Column Despite the fact that Intel paid AMD $1.25 billion at the end of last year to settle all that nasty, nasty antitrust stuff, it just won’t keep going away.

TG Daily reported yesterday that Intel had filed responses to investigations by the Federal Trade Commission and the State of New York – there really were some remarkable admissions in there by ex-AMDer Henri Richard and ex-chairman Hector Ruiz.

Richard, who we know has a taste in lovely ties and lovely cars, is quoted in the FTC Intel response as not thinking very much at all about the processors AMD was manufacturing at the time.  Ruiz suggested that AMD hadn’t got its mobile act together.

But let’s face it, most, probably every company goes through self-critical phases – SWAT the jargoneers call it. Perhaps Richard was just reflecting back what he’d heard from his customers and perhaps, at the elevated levels people like him and Ruiz occupy, they’re out of touch with what is possible at the engineering level.

Intel set the gold standard for notebooks quite some time ago with the Pentium M and the tech developed in Israel.
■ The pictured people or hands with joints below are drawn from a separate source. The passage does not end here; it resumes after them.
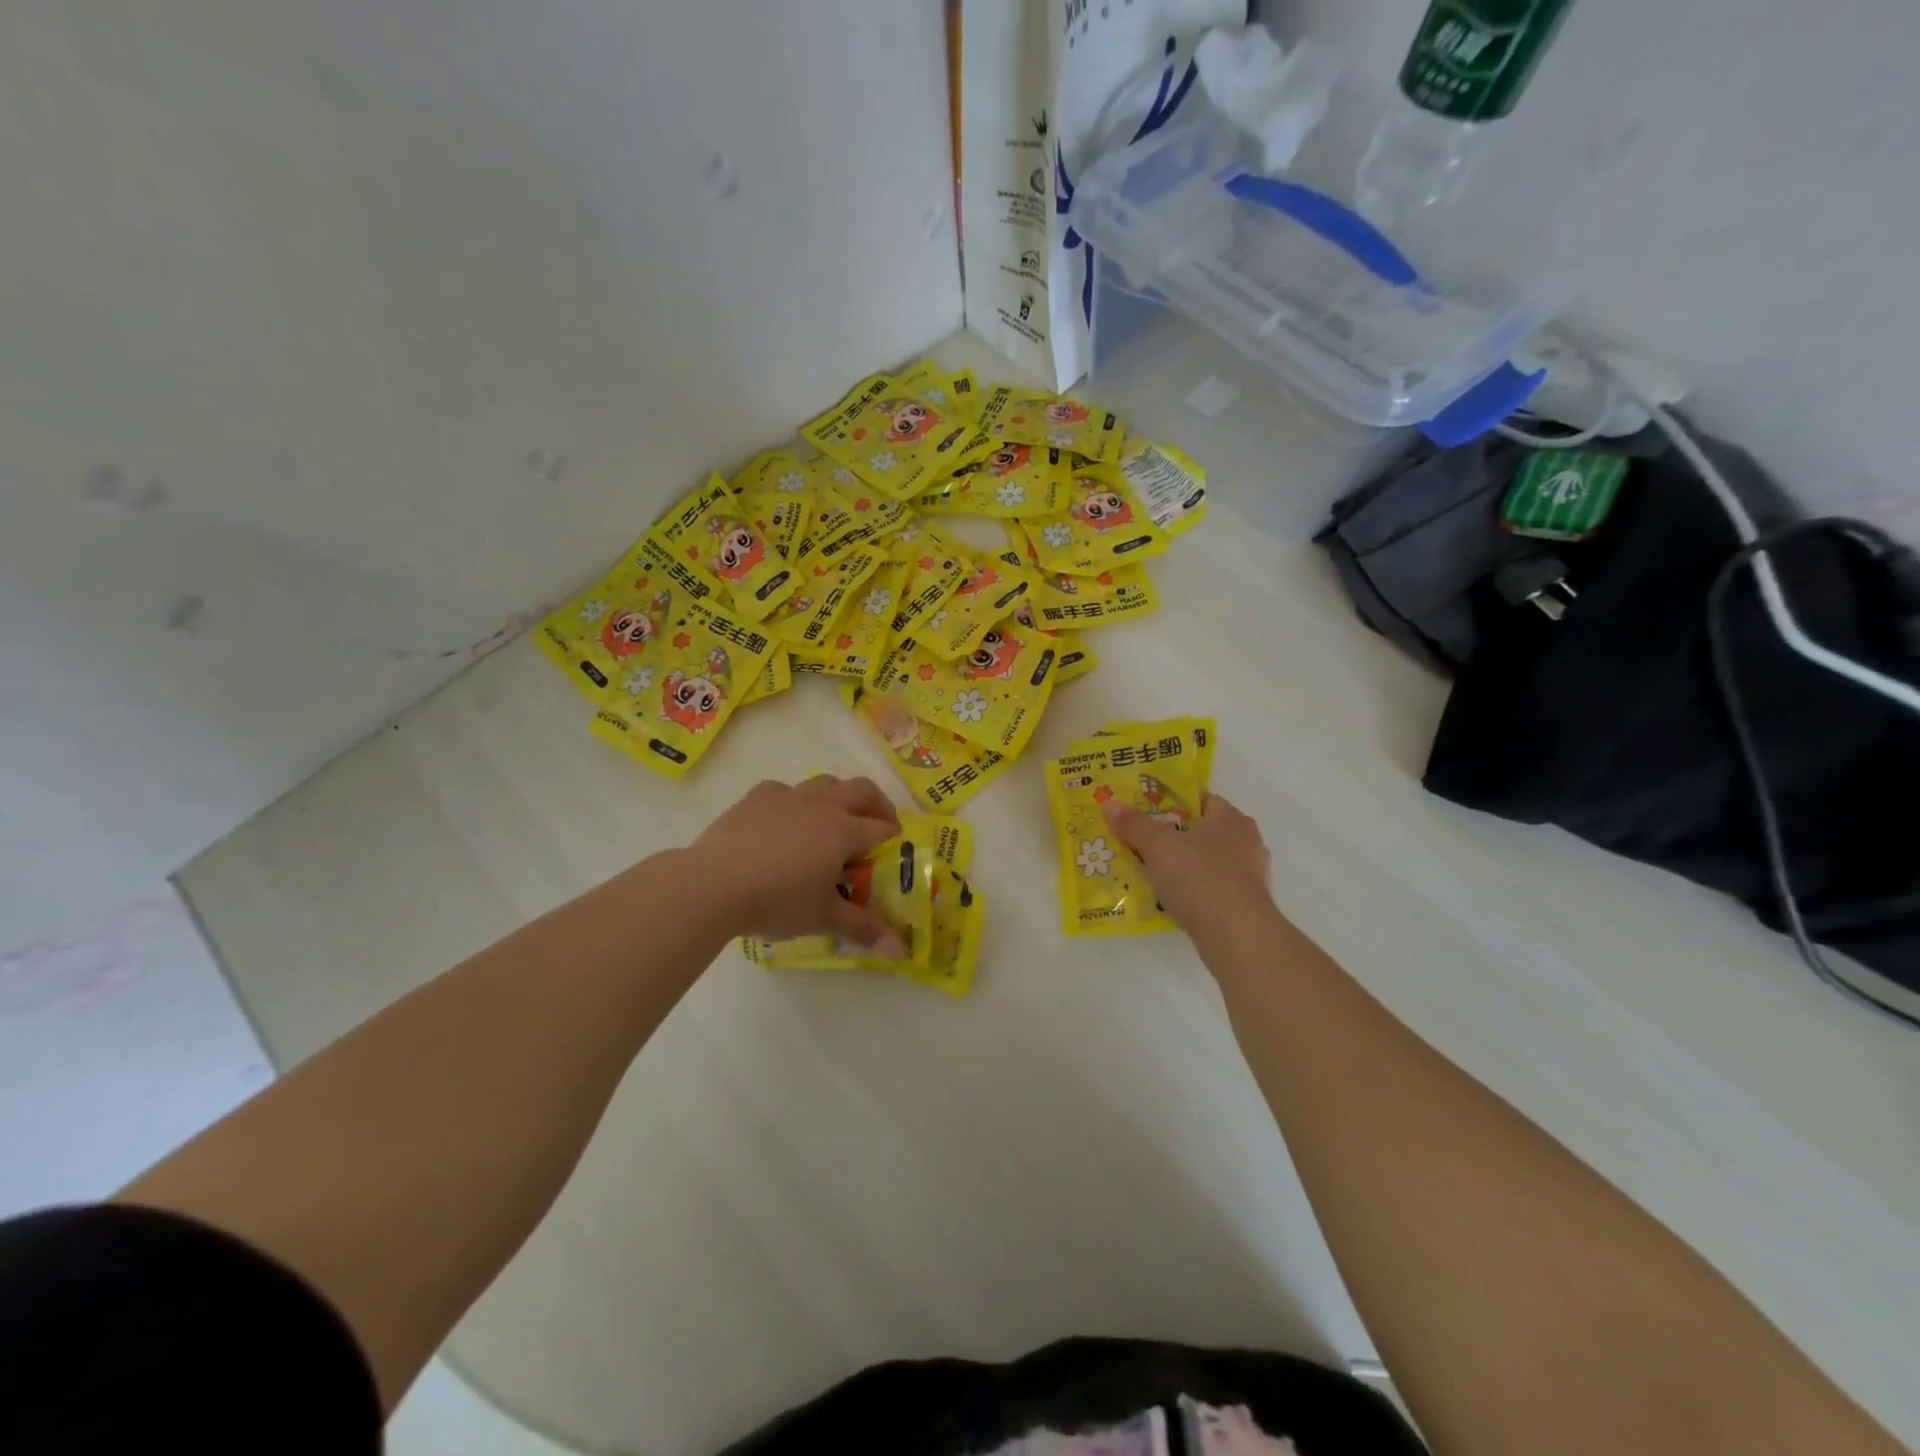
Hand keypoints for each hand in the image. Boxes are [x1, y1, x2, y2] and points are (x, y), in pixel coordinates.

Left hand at [691, 775, 905, 954]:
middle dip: (878, 806)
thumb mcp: (823, 918)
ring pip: (825, 782)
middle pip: (862, 791)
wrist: (714, 884)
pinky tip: (785, 820)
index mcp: (843, 831)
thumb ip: (863, 929)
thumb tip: (900, 951)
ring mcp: (787, 796)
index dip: (895, 840)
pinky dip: (794, 800)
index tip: (895, 854)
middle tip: (879, 827)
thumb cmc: (777, 901)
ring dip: (839, 796)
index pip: (882, 829)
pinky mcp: (756, 798)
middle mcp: (821, 805)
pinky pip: (784, 790)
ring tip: (834, 820)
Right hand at [1101, 792, 1274, 935]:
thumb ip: (1134, 824)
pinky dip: (1192, 891)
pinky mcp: (1246, 905)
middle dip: (1172, 837)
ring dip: (1181, 866)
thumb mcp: (1158, 846)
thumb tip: (1109, 803)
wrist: (1238, 937)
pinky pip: (1211, 889)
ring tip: (1149, 873)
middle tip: (1140, 843)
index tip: (1144, 813)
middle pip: (1201, 831)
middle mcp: (1246, 842)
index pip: (1200, 800)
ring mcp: (1250, 876)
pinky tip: (1169, 900)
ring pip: (1206, 862)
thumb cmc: (1200, 879)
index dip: (1171, 803)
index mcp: (1231, 819)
The documents Intel published, we understand, were obtained as part of a discovery process. My god, what bliss it would be to be a fly on the wall. But no, that’s like a Kafka story isn’t it? And being a fly can’t be much fun – you’d have trouble understanding what marchitecture is, and when the guys started talking about 32 nanometer technology you’d just fall off the wall and drop dead. Flies have big eyes but tiny brains.

And let us never forget that Intel has very deep pockets indeed. It always has had. Semiconductors and the internet are just not, not going to go away. Microsoft operating systems might, but not in my lifetime I’d guess.

AMD and Intel are not locked in a deadly embrace, like some database nightmare. They are key suppliers to people who make gizmos. It’s good to have other players in the marketplace like ARM, like Broadcom, and like Via. But the two companies were always going to settle their legal differences. They always have in the past, and, lest we forget, AMD, like Intel, both sprang from Fairchild. It’s symbiosis, it’s that ghastly word co-opetition and they both need each other far more than any other vendor or customer needs them.